Editorial: Bishops shouldn’t investigate one another. Their U.S. conference must enact reforms.

WASHINGTON (DC)
Washington Post

November 13, 2020

https://www.washingtonpost.com/opinions/bishops-shouldnt-investigate-one-another-their-us-conference-must-enact-reforms/2020/11/13/7d38ea92-247a-11eb-a688-5298ad5d580a_story.html

As the Catholic Church was reeling two years ago in the aftermath of revelations that former cardinal Theodore E. McCarrick, one of the highest-profile prelates in this country, was a serial sexual predator, the U.S. Conference of Catholic Bishops met in Baltimore. At the top of the bishops’ agenda was how to grapple, once again, with the unending scandals that had ensnared so many clerics and wrecked so many lives. In the end, they did nothing.

The bishops were derailed by the Vatican, which urged them to hold off pending an action plan to be formulated in Rome for addressing wrongdoing by bishops.

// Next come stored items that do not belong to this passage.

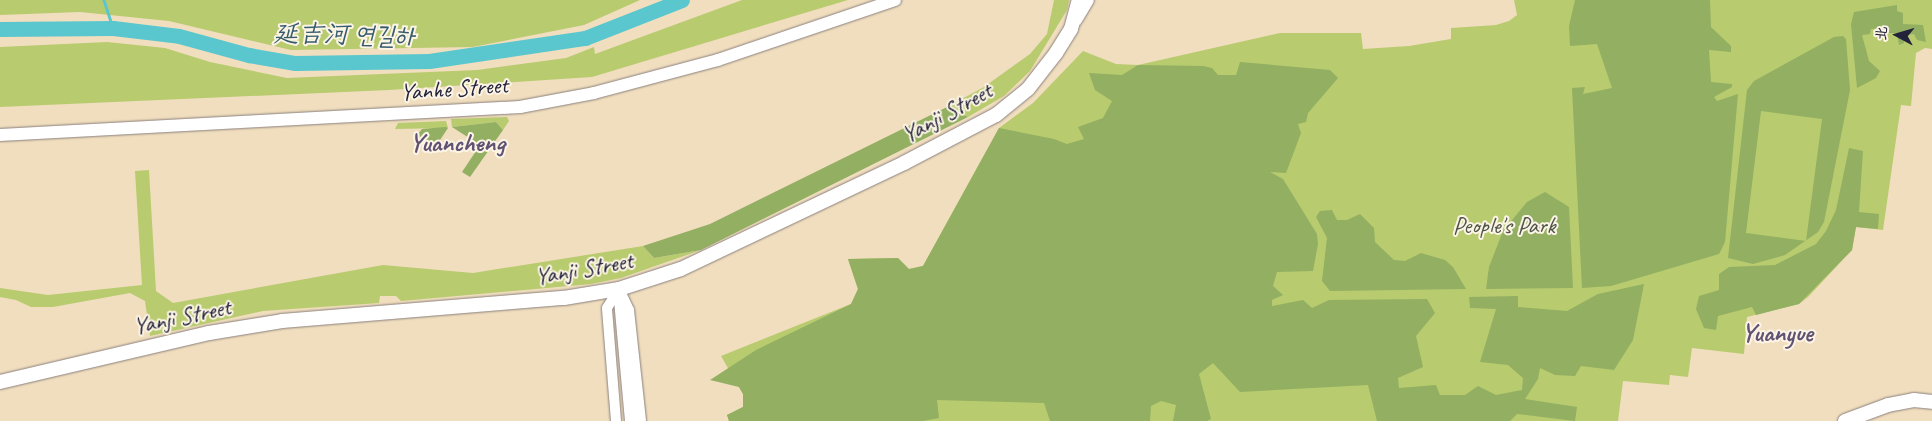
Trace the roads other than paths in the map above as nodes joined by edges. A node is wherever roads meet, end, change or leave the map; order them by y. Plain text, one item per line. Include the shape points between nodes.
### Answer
1 (895, 0) edge
2 (1079, 0) edge
3 (1088, 0) edge
4 (1070, 29) junction
5 (0, 135) edge
6 (619, 289) junction
7 (0, 382) edge
8 (1932, 402) edge
9 (616, 421) edge
10 (631, 421) edge
11 (641, 421) edge
12 (1845, 421) edge

1 - 5 street, Yanhe Street via 718,60 594,93 520,107
2 - 4 main road
3 - 4 street, Yanji Street
4 - 6 main road, Yanji Street via 1028,89 996,115 724,251
6 - 7 main road, Yanji Street via 537,301 282,321 155,344
6 - 9 street via 607,308
6 - 10 street
6 - 11 street via 629,310
8 - 12 main road via 1914,400 1888,405

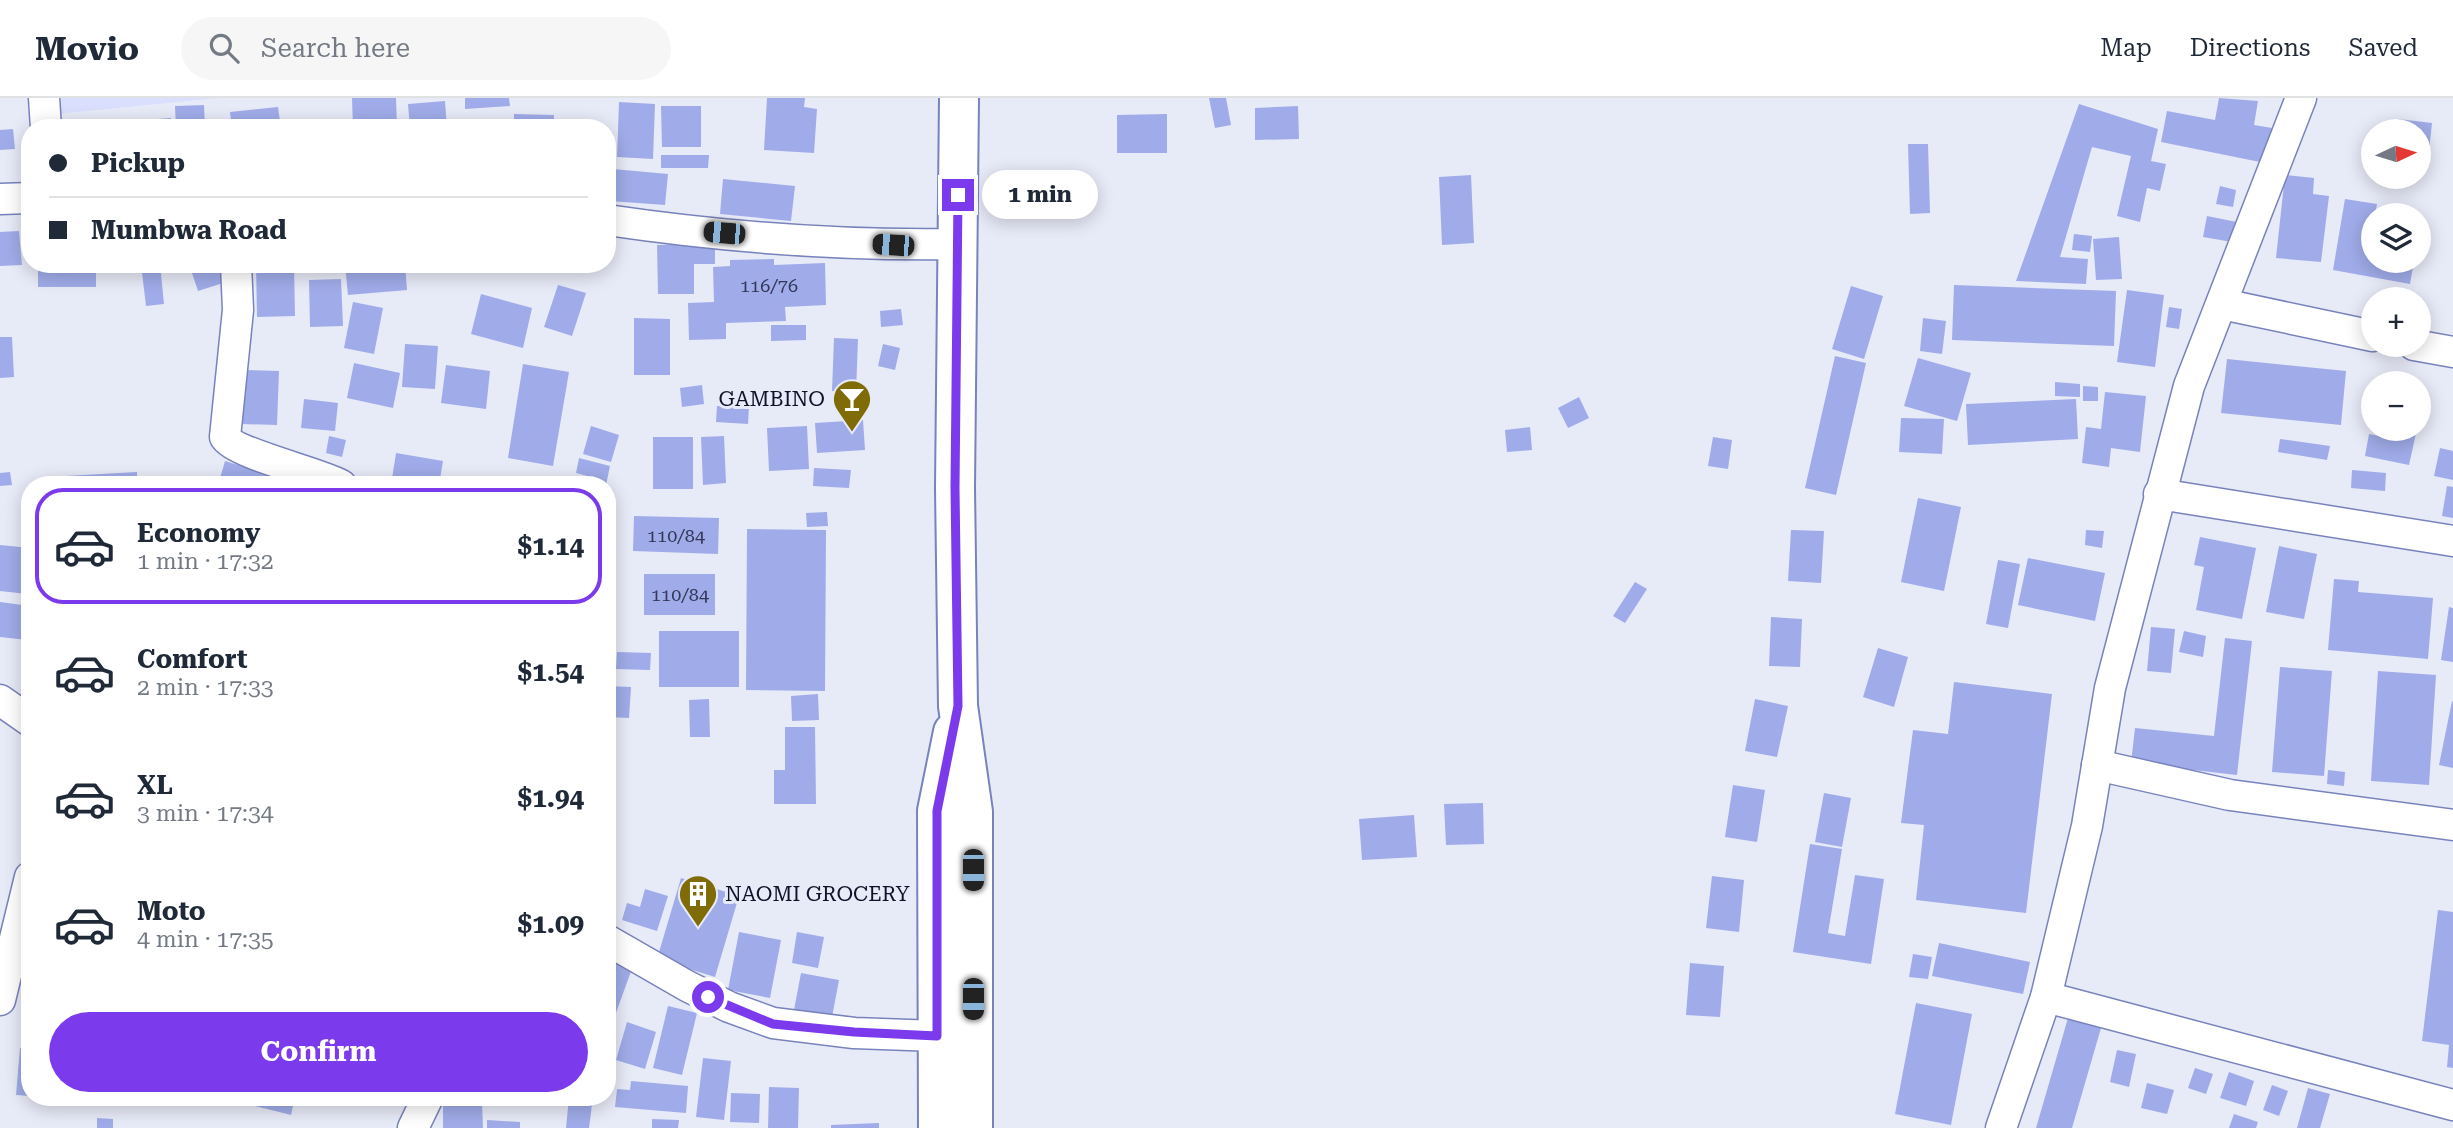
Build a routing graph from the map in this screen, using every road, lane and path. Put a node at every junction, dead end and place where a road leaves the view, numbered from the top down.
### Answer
1 (44, 98) edge
2 (959, 98) edge
3 (2301, 98) edge
4 (45, 119) edge
5 (0, 198) edge
6 (21, 198) edge
7 (616, 221) edge
8 (958, 244) junction
9 (236, 273) edge
10 (2222, 304) junction
11 (2361, 333) edge
12 (2431, 348) edge
13 (2453, 352) edge
14 (316, 476) edge
15 (2159, 494) junction
16 (2453, 541) edge
17 (0, 700) edge
18 (958, 706) junction
19 (21, 714) edge
20 (2097, 765) junction
21 (2453, 825) edge
22 (21, 914) edge
23 (616, 945) edge
24 (2046, 997) junction
25 (0, 1000) edge
26 (937, 1036) junction
27 (424, 1106) edge
28 (2451, 1113) edge
29 (413, 1128) edge
30 (938, 1128) edge
31 (973, 1128) edge
32 (2001, 1128) edge

1 - 4 street
2 - 8 main road
3 - 10 street
5 - 6 street
7 - 8 street
8 - 18 main road
9 - 14 street
10 - 11 street
10 - 15 street
12 - 13 street
15 - 16 street
15 - 20 street
17 - 19 street
18 - 26 main road
18 - 31 main road
20 - 21 street
20 - 24 street
22 - 25 street
23 - 26 street
24 - 28 street
24 - 32 street
26 - 30 main road
27 - 29 street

Yet in the end, the shortcomings of the church’s approach to rooting out misconduct in its highest ranks, which relies largely on bishops investigating and judging their fellow bishops, were exposed by an extraordinary Vatican report this week, which laid bare the details of the McCarrick case itself.

Mr. McCarrick, who was expelled from the priesthood last year, was found to have preyed on at least 17 victims. Some were young seminarians; more than half were children. The 449-page document’s headline finding is that Pope John Paul II dismissed explicit information about Mr. McCarrick’s sexual abuse in naming him archbishop of Washington in 2000. Yet the report also makes clear that at least three American bishops, tasked with investigating the allegations at the time, provided the Vatican with “inaccurate and incomplete information.” And another bishop, in Rome, who functioned as the pope’s own gatekeeper, believed Mr. McCarrick’s denials when the American prelate contacted him.

One of the main takeaways from the report, therefore, is the manifest inadequacy of the system now in place that counts on archbishops to police abuse by bishops. Yet proposals from within the American church’s U.S. hierarchy to give laypeople a prominent, formal role in investigating allegations involving bishops, floated two years in Baltimore, were controversial within the U.S. bishops conference — and do not appear to have been seriously considered by the Holy See.